Velocidex / velociraptor

Digging Deeper....
https://docs.velociraptor.app/
Other
2.8k stars 469 forks source link

FR: Add timestamp formatting function #3594

Open predictiple opened 1 week ago

predictiple commented 1 week ago

It would be nice to have access to the predefined formats and custom output formatting that Go's time.Format provides (https://pkg.go.dev/time#pkg-constants).

We can currently build custom formats using format() but it can get messy. For example if you need a timestamp string to pass to an external system that demands milliseconds then it requires some string manipulation because we only have nanoseconds available. But if the original parsed timestamp had no fractional seconds then .Nanosecond will be ~Null~ (actually int 0) which breaks the formatting.
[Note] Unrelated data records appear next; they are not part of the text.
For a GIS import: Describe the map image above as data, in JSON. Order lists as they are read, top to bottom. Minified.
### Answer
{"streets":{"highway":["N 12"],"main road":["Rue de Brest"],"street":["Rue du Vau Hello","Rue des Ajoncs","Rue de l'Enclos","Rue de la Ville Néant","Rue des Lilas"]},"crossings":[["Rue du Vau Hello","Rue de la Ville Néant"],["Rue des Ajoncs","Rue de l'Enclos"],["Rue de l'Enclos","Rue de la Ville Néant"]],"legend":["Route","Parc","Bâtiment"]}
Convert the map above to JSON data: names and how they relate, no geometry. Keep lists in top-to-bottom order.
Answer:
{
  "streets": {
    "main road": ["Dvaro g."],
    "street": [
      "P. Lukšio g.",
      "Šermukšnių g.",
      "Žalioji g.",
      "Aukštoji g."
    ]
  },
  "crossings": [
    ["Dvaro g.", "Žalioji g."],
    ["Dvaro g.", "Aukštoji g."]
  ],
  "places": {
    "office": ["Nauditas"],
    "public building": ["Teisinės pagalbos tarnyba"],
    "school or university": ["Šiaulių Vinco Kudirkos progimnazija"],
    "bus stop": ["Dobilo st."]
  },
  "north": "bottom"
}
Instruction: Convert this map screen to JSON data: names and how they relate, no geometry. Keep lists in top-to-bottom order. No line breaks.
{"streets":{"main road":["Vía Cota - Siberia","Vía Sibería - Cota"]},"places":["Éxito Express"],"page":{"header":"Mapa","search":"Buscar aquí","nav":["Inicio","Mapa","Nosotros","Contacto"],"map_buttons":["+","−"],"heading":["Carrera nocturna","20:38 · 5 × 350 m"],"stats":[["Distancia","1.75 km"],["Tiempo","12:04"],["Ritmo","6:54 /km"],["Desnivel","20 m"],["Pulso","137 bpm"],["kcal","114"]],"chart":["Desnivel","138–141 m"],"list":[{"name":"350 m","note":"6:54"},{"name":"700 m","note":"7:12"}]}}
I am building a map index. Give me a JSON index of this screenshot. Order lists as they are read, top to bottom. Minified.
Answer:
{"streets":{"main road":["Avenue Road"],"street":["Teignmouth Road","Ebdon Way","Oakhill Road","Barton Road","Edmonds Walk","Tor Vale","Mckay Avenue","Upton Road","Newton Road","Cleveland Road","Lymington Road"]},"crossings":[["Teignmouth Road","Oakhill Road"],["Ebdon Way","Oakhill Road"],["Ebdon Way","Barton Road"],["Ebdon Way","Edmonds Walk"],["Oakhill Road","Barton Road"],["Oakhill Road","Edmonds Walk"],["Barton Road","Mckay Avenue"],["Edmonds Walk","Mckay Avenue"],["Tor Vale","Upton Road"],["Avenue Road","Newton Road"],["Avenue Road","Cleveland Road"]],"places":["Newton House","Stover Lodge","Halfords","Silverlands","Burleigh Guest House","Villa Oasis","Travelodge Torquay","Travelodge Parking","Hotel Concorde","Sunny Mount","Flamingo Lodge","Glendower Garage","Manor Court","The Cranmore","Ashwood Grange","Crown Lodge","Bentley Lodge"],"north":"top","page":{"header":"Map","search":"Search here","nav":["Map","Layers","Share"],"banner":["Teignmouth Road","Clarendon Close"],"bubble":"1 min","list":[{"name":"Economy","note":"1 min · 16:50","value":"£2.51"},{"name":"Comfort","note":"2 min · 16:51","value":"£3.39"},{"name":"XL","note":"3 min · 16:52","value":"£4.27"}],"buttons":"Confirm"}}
This then requires messy VQL to compensate like this:

LET eventDate = format(
    format="%v.%v",
    args=[parse_string_with_regex(string=Timestamp.String, regex='''(^.+)Z''').g1, if(
      condition=Timestamp.Nanosecond,
      then=parse_string_with_regex(
        string=str(
          str=Timestamp.Nanosecond),
        regex='''(^\d\d\d)''').g1,
      else="000")])

If we could specify something like Timestamp.Format.StampMilli that would be more elegant.

scudette commented 1 week ago

Im not sure I understand the problem with nanosecond -> microsecond conversion? isnt it just multiplying by 1000000

predictiple commented 1 week ago

Hopefully this example will help.

Say you have a timestamps like this 2024-02-02T04:42:00Z and like this 2024-02-02T04:42:00.123456Z.

They could originate in the same log or could come from separate sources which need to be post-processed to a consistent format so that you can send them to an API, as strings, which requires them to be formatted consistently like this 2024-02-02T04:42:00.000 and this 2024-02-02T04:42:00.123

Parsing them with timestamp() means the Nanosecond component will be int 0 and 123456000 respectively. Multiplication can help with the second one but not the first because it won't pad it out to become "000". Truncating them, as I did in the above example using regex, will also work for the second timestamp but not the first.

Being able to specify a string format should do the necessary padding of the 1st timestamp and also the trimming of the 2nd timestamp.

scudette commented 1 week ago

integers or floats are always formatted according the format string directive in format() . The example you gave with 0 milliseconds can be formatted with 0 pad both before and after the decimal dot as required. For example to pad to 2 digits before the dot and 3 digits after:

LET T <= timestamp(epoch="2024-02-02T04:42:00Z")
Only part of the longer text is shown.